Unfortunately, everything else was the usual muddled mess. Jessica, beaver now removed from the equation, is reluctantly ready to start trying to conceive a child with Ronnie, and while I still enjoy seeing her mother shriek things at her through closed bathroom doors, I just can't get too invested in the storyline of this baby to be and/or if Jessica is going to get her rash cleared up. Jessica remains such a frustratingly opaque character – seemingly flitting from one person to another from scene to scene – that I'm not sure where she's supposed to be in her journey. As an example, just why is she nodding in agreement as Lenore talks about how she'd be happy to be a cannibal after the apocalypse hit? And why was she so worked up about the beaver last week? The Jessica storylines feel like brief glimpses we get into an only half-examined life, and I wish the show was able to give us some sort of perspective on this character.

Finally, we have Ray and his various clients. In theory, I like the idea of Ray's dalliance with his neighbor turning into a whole thing where an Arabic client demands he choose between her and the Israeli, but in practice, it feels too thuddingly obvious most of the time. And that's to say nothing of Liz, who wanders back into the story, seemingly at random, to reveal that she has a fiancee. (I have to assume this is going somewhere because as a "cliffhanger," this is pretty pointless.) I feel like I don't ask a lot of Hung, but I do want to feel like the show gives me a sense that it knows where it's going, instead of a bunch of writers sitting around in a room and tossing ideas out and then picking one or two of them at random. It also would have helped Ray's storyline if we had seen his neighbor at any point in the last few episodes. That last scene with Ray and his neighbor talking about why he hires prostitutes was kind of nice, but would have been helped if we'd seen the guy at all prior to this in this season.

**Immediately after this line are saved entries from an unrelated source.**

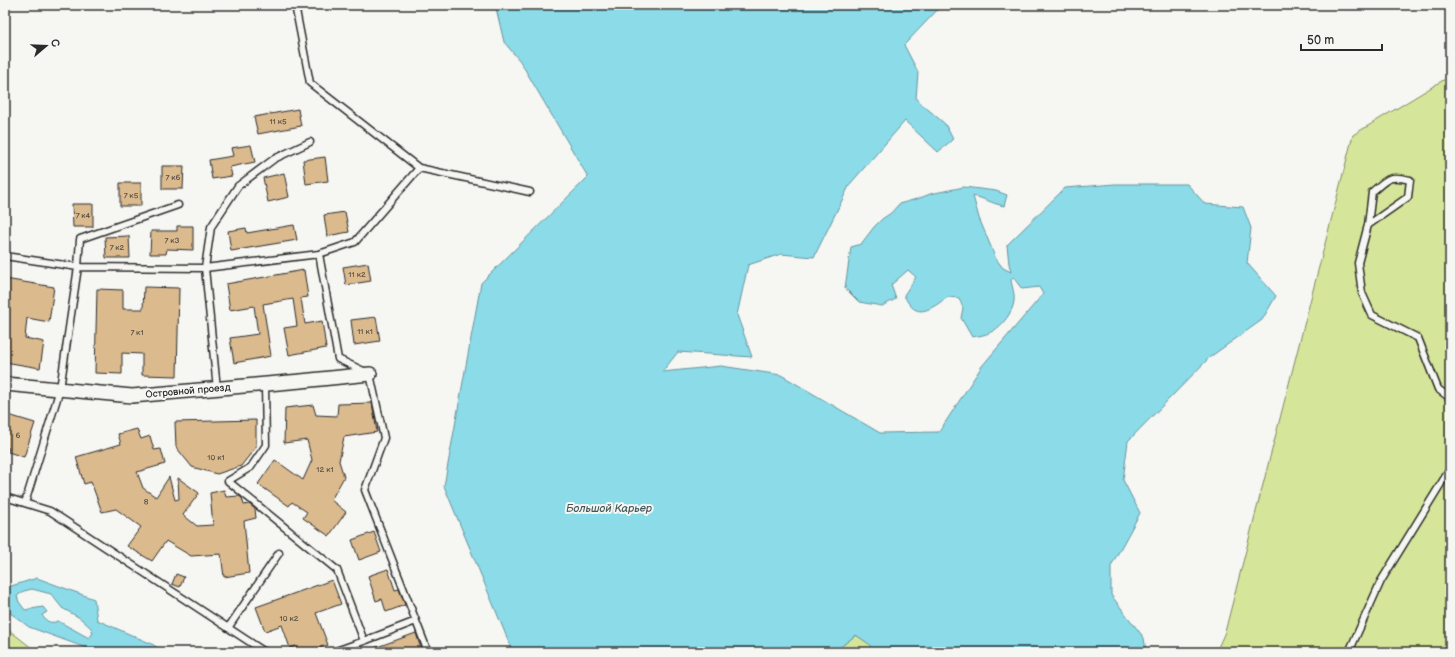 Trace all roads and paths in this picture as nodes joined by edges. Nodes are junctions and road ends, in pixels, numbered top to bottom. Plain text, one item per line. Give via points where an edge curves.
1 (295, 5) edge
2 (310, 142) dead end
3 (419, 168) junction
4 (530, 192) dead end
5 (178, 205) dead end
6 (1368, 225) junction
7 (319, 254) junction
8 (5, 256) edge
9 (78, 268) junction
10 (205, 268) junction
11 (370, 374) junction
12 (5, 384) edge
13 (265, 384) junction
14 (217, 388) junction
15 (60, 389) junction
16 (1450, 398) edge
17 (1450, 469) edge
18 (5, 497) edge
19 (25, 503) junction
20 (279, 553) dead end
21 (416, 621) junction
22 (228, 628) junction
23 (364, 641) junction
24 (265, 652) edge
25 (333, 652) edge
26 (428, 652) edge
27 (1350, 652) edge

1 - 3 lane via 310,83
2 - 10 lane via 274,160 238,186 211,227
3 - 4 lane
3 - 7 lane via 355,242
5 - 9 lane via 80,239
6 - 6 lane via 1408,197 1410,180 1399,177 1387,178 1372,192
6 - 16 lane via 1358,263 1362,293 1372,315 1418,338 1438,389
7 - 10 lane
7 - 11 lane via 338,359
8 - 9 lane
9 - 10 lane
9 - 15 lane
10 - 14 lane
11 - 13 street, Островной проезд
11 - 21 lane via 384,438 365,490
12 - 15 street, Островной проезд
13 - 14 street, Островной проезд
13 - 23 lane via 266,445 251,467 228,481 337,570
14 - 15 street, Островной проезд via 132,396
15 - 19 lane
17 - 27 lane via 1381,581
18 - 19 lane
19 - 22 lane via 50,511
20 - 22 lane
21 - 23 lane
21 - 26 lane
22 - 24 lane
23 - 25 lane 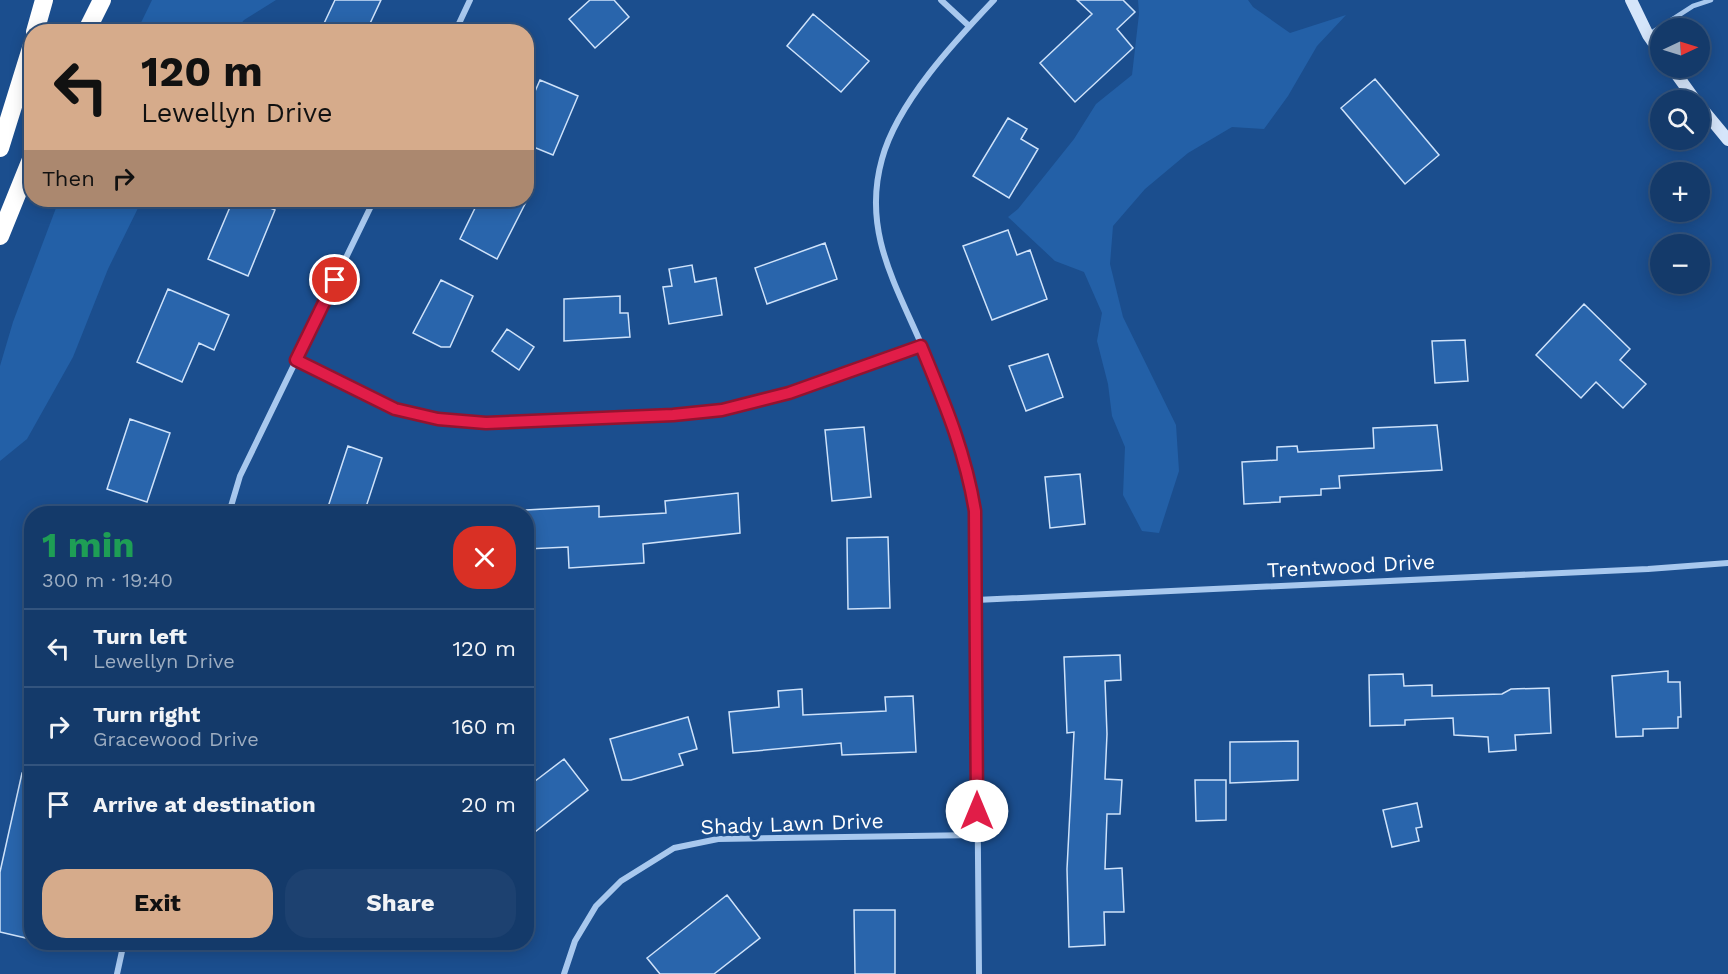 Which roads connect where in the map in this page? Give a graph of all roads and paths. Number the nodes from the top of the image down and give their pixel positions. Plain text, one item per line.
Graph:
1 (44, 0) edge
2 (102, 0) edge
3 (470, 0) edge
4 (941, 0) edge
5 (994, 0) edge
6 (1631, 0) edge
7 (1711, 0) edge
8 (37, 24) edge
9 (90, 24) edge
10 (459, 24) edge
11 (969, 26) junction
12 (1648, 35) junction
13 (1650, 38) edge
14 (24, 71) edge
15 (1710, 118) edge
16 (1728, 140) edge
17 (0, 148) edge
18 (24, 177) edge
19 (371, 207) edge
20 (0, 236) edge
21 (921, 346) junction
22 (296, 360) junction
23 (231, 506) edge
24 (1728, 563) edge
25 (976, 600) junction
26 (977, 835) junction
27 (122, 950) edge
28 (117, 974) edge
29 (564, 974) edge
30 (979, 974) edge

1 - 8 highway
2 - 9 highway
3 - 10 street
4 - 11 street
5 - 11 street
6 - 12 main road
7 - 12 lane
11 - 21 street
12 - 13 main road
14 - 17 highway
15 - 16 main road
18 - 20 highway
19 - 22 street
21 - 22 street
21 - 25 street
22 - 23 street
24 - 25 street, Trentwood Drive
25 - 26 street
26 - 29 street, Shady Lawn Drive
26 - 30 street
27 - 28 street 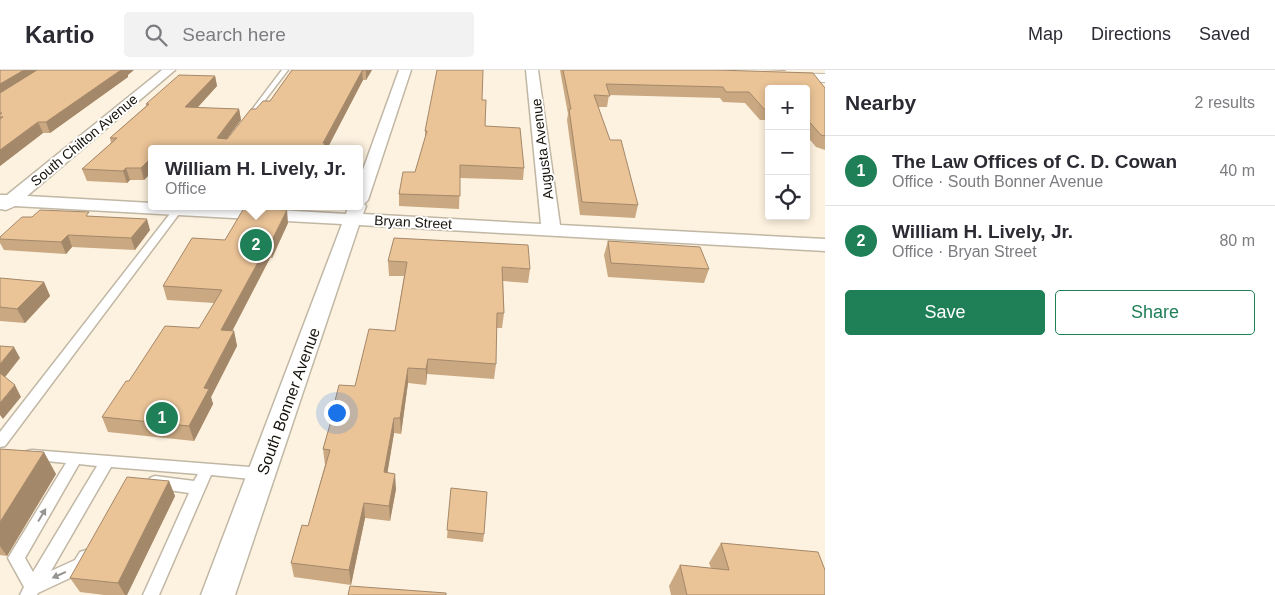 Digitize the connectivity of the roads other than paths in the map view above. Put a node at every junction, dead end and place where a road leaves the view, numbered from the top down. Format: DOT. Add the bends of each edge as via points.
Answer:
graph roads {
  1 [pos="169,70"];
  2 [pos="285,70"];
  3 [pos="405,70"];
  4 [pos="532,70"];
  5 [pos="798,74"];
  6 [pos="764,76"];
  7 [pos="825,78"];
  8 [pos="243,125"];
  9 [pos="363,191"];
  10 [pos="4,204"];
  11 [pos="148,207"];
  12 [pos="363,209"];
  13 [pos="178,210"];
  14 [pos="356,210"];
  15 [pos="551,229"];
  16 [pos="825,245"];
  17 [pos="0,442"];
  18 [pos="9,453"];
  19 [pos="76,458"];
  20 [pos="108,461"];
  21 [pos="207,469"];
  22 [pos="262,474"];
  23 [pos="138,482"];
  24 [pos="198,488"];
  25 [pos="94,542"];
  26 [pos="30,591"];
  27 [pos="151,595"];
  28 [pos="218,595"];
  1 -- 10 [label="street, South Chilton Avenue"];
  2 -- 8 [label="lane"];
  3 -- 9 [label="street, South Bonner Avenue"];
  4 -- 15 [label="street, Augusta Avenue"];
  5 -- 6 [label="street"];
  5 -- 7 [label="street"];
  10 -- 11 [label="street, Bryan Street"];
  12 -- 15 [label="street, Bryan Street"];
  13 -- 17 [label="lane"];
  14 -- 22 [label="street, South Bonner Avenue"];
  15 -- 16 [label="street, Bryan Street"];
  18 -- 19 [label="lane"];
  19 -- 20 [label="lane"];
  26 -- 19 [label="lane, one-way" via="16,558"];
  20 -- 21 [label="lane"];
  20 -- 26 [label="lane"];
  21 -- 22 [label="lane"];
  21 -- 24 [label="lane"];
  22 -- 28 [label="street, South Bonner Avenue"];
  23 -- 24 [label="lane" via="145,480"];
  24 -- 27 [label="lane"];
  25 -- 26 [label="lane, one-way" via="81,565"];
} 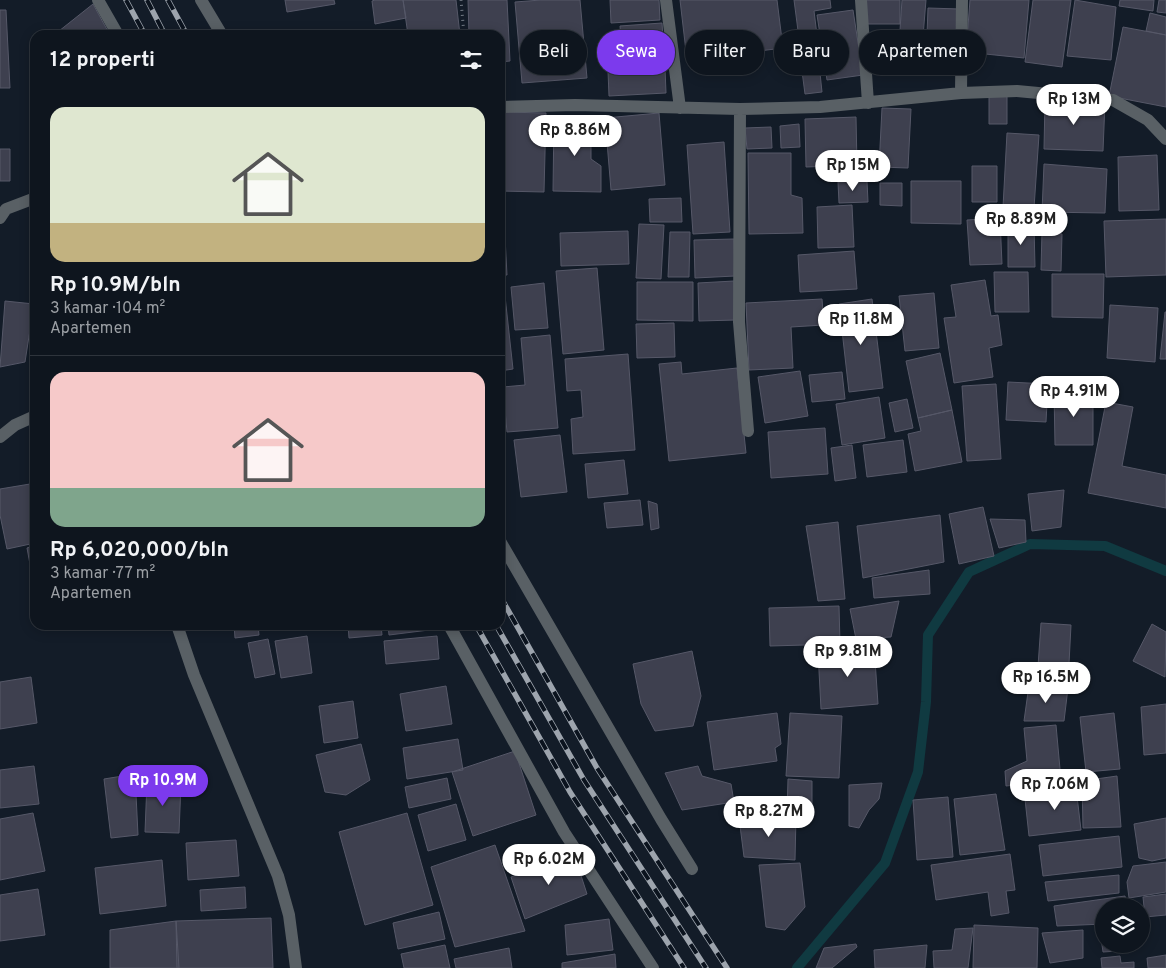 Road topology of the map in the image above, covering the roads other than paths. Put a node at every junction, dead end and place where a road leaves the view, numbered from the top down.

By and large, Hung feels like it's just really, really inept at world-building. It knows that it should create a Detroit filled with different, interesting people and recurring characters, but then it seems to deploy them haphazardly, as though it's realized that it has all of these actors on contract but isn't sure how to weave them throughout the storyline as a whole. "You mean we have to fit Merrin Dungey in there somewhere?" say the writers. "You've contracted her for a number of episodes!" screams HBO. And so then she wanders in toward the end, and it doesn't seem to fit any larger purpose. The individual scenes and moments in Hung are mostly well-executed, but they ultimately seem to fly all over the place. It's a show with no center.

Stray observations:

  • On the other hand, Mike is still romancing Francis and is also, apparently, a helluva jazz pianist.
  • I'm trying to think of whom I would keep on this show to make it better, since the cast is kind of all over the place. Right now, I know I'd keep Tanya and Jessica's mom. I guess I'd keep Ray, too, since his huge penis makes all things possible. So those three and let's throw in Mike. I have no idea what this show would look like, but I'd watch it.
  • I did like the first bit of the book club scene. A great parody of that kind of discussion.
  • "I have no idea where hummus comes from."
  • "The cannibalism was very unappealing."